Two years into an economic meltdown the World Bank says is one of the worst recorded, Lebanon’s rulers have proposed a way to plug a huge hole in the financial system they were blamed for making: savers will foot most of the bill, not banks or the state.

The plan, seen by Reuters, seeks to revive the moribund banking system by making depositors cover more than half the $69 billion gap, which is three times the size of Lebanon’s economy.

It includes converting a large portion of dollar deposits to Lebanese pounds at rates that wipe out much of their value.

The state, central bank and commercial banks will contribute $31 billion, or less than half.

Agreement on a plan of action is vital for securing an International Monetary Fund bailout and setting the nation on the road to recovery. The new plan needs cabinet approval.

Till now, disputes between politicians and banks about the size of losses and who should pay have stalled any agreement. This latest plan still needs to convince the IMF. But ordinary Lebanese, many driven into poverty, will have little or no say.

“It is the victim that has to bear most of the burden,” said Toufic Gaspard, an economist who has advised the IMF and Lebanese finance ministry. “Their logic is unacceptable by any standard of logic anywhere in the world.”

Savers have faced ‘haircuts’ in other crises around the world, although small depositors are usually protected.

Savers in Lebanon with less than $150,000 will have dollars preserved – amounting to about $25 billion – but, like other depositors, the money will be paid out over 15 years. They have already largely been frozen out of their accounts for two years.

Yet the scale of Lebanon’s crisis, the worst since its 1975-1990 civil war, dwarfs most other global examples. Lebanese government debt was, by some estimates, an eyewatering 500 per cent of gross domestic product in 2021, while the same sectarian leaders who ran the nation into trouble still wield influence now.


“There simply is very little money left. This is why accountability is so important. The political leadership is trying to flip the page, close this chapter, without anyone being held to account,” said Mike Azar, an expert on the crisis.

The government, the central bank and the banking association did not respond to emailed requests for comment.

Under the plan, the bulk of dollar deposits of $104 billion – which banks no longer have enough hard currency to cover – will be converted to Lebanese pounds but at a range of exchange rates, with two of them well below current market levels.

Lebanon’s pound has lost more than 90 per cent of its value since the crisis erupted in 2019.

Of those deposits, $16 billion will lose 75 per cent of their value and $35 billion will lose 40 per cent.

“It is an effective nationalisation of deposits,” said Nasser Saidi, a former economy minister and central bank vice governor, blaming the central bank for racking up “massive balance sheet losses” to defend an over-valued currency.

The Lebanese pound, which before the crisis was exchanged at 1,500 to the dollar, now trades around 20,000.

“If accepted by parliament, it would be the kiss of death for a near-zombie banking system and will doom Lebanon, its economy and people to prolonged misery and lost decades,” he said of the latest plan.

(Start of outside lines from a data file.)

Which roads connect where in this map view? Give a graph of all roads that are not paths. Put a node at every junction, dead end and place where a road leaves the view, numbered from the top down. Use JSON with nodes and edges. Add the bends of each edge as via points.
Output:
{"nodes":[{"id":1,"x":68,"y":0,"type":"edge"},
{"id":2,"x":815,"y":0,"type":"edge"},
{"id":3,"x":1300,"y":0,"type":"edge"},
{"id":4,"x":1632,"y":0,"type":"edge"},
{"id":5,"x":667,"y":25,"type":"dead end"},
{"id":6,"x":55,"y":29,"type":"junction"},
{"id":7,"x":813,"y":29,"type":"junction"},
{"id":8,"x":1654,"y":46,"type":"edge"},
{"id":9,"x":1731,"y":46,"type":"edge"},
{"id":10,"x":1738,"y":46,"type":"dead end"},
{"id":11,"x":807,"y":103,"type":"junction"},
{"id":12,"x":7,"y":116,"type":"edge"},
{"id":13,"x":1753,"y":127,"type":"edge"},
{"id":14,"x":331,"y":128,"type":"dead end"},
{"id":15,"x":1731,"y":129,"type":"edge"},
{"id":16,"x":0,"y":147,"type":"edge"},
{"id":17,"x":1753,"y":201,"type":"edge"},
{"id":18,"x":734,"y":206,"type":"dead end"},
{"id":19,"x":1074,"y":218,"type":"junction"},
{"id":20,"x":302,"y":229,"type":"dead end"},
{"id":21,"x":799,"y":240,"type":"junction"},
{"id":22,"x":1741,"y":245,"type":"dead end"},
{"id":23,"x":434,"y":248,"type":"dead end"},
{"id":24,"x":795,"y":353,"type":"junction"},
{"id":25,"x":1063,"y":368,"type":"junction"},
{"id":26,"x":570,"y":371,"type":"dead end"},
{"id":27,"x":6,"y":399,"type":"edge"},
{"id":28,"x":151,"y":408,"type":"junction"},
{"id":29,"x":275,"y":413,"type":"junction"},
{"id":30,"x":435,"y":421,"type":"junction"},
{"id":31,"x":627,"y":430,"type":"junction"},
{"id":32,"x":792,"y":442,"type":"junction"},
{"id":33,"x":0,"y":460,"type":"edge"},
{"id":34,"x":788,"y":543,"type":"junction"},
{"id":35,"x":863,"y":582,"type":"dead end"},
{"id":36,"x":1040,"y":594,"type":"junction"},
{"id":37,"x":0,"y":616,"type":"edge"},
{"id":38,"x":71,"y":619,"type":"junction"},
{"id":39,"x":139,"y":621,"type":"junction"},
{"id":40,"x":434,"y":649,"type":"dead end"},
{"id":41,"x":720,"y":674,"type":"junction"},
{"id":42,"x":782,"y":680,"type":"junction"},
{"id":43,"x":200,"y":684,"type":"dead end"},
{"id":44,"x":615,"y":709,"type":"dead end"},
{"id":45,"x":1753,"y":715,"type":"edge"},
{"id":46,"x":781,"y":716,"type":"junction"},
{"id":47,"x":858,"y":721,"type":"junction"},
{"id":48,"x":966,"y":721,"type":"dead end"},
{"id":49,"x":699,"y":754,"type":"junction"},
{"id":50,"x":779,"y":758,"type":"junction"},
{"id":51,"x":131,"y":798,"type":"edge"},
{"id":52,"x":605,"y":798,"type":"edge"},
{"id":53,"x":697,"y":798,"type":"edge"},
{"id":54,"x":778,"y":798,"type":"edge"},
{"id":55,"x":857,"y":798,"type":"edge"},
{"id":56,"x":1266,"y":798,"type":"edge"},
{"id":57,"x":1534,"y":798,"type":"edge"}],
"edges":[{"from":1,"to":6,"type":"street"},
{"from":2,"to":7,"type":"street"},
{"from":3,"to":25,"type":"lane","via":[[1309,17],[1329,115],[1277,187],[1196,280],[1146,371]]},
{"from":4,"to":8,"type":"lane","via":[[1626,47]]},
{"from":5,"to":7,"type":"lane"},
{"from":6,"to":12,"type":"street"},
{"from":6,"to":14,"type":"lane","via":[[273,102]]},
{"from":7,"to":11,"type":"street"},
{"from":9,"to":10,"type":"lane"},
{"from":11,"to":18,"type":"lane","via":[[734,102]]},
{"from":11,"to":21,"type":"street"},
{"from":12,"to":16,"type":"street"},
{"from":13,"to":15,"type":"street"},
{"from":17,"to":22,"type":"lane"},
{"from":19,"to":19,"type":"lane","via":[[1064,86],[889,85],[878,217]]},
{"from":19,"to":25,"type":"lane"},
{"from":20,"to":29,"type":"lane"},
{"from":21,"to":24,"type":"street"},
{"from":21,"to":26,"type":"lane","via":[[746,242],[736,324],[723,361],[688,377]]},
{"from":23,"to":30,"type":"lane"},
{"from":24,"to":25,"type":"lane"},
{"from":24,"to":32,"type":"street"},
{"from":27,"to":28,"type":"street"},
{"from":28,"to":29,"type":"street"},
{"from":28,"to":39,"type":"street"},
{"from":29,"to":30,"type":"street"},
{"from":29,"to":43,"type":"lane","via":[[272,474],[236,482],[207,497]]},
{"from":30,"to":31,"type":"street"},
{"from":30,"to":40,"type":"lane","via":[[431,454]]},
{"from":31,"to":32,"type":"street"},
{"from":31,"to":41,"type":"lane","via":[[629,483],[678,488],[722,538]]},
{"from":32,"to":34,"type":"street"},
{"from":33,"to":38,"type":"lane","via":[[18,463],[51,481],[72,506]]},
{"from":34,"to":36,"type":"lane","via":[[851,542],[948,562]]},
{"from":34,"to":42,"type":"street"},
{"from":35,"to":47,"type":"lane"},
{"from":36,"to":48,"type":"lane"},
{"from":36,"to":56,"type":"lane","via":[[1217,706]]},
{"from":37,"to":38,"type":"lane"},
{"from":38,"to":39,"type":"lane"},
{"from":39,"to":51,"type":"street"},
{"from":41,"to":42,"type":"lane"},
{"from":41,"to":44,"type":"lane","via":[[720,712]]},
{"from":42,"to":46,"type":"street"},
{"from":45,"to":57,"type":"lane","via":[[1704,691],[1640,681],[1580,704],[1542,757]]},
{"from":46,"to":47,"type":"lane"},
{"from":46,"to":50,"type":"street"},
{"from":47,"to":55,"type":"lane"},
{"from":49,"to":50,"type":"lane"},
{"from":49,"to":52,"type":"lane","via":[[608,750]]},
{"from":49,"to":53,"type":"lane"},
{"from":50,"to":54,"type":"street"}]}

An earlier plan, drawn up in 2020, was torpedoed by banks, the central bank and ruling politicians over objections to the way losses were calculated and shared out. IMF talks collapsed.

The new plan aims to create an Asset Management Company (AMC) to invest deposits in projects such as rebuilding Beirut port – shattered by a huge blast in 2020 – and power stations in a country whose state power plants can’t keep the lights on.

The AMC, to be owned by the state but managed independently, will issue asset-backed securities to pay back depositors, the plan says, aiming to “generate value”.

“A top governance framework is needed to manage all those assets, with no corruption, and the politicians running this country are probably the worst qualified in the world to do this,” said Talal F. Salman, a former finance ministry official.

But there is no sign of a shake-up in Lebanon’s politics that would change the people in charge who are widely blamed for obstructing reforms sought by donors.

Lebanon’s system of power-sharing among Muslim and Christian sects has entrenched the influence of a few individuals, families and groups for decades. Among the most powerful is Hezbollah, the heavily armed, Muslim Shi’ite group backed by Iran.

Under the plan, savings of the wealthiest depositors, amounting to $22 billion, would see $12 billion of deposits turned into Lebanese bank shares. They would also receive a $5 billion perpetual bond.

Banks would contribute $13 billion to plugging the hole, mainly by writing off shareholder capital.

Wealthy depositors could end up owning 72 per cent of the capital in Lebanese banks, unless existing shareholders inject fresh cash.

“There is no dividend or management compensation clawback imposed on the banks and bank management, which is glaringly unfair to depositors,” Azar said.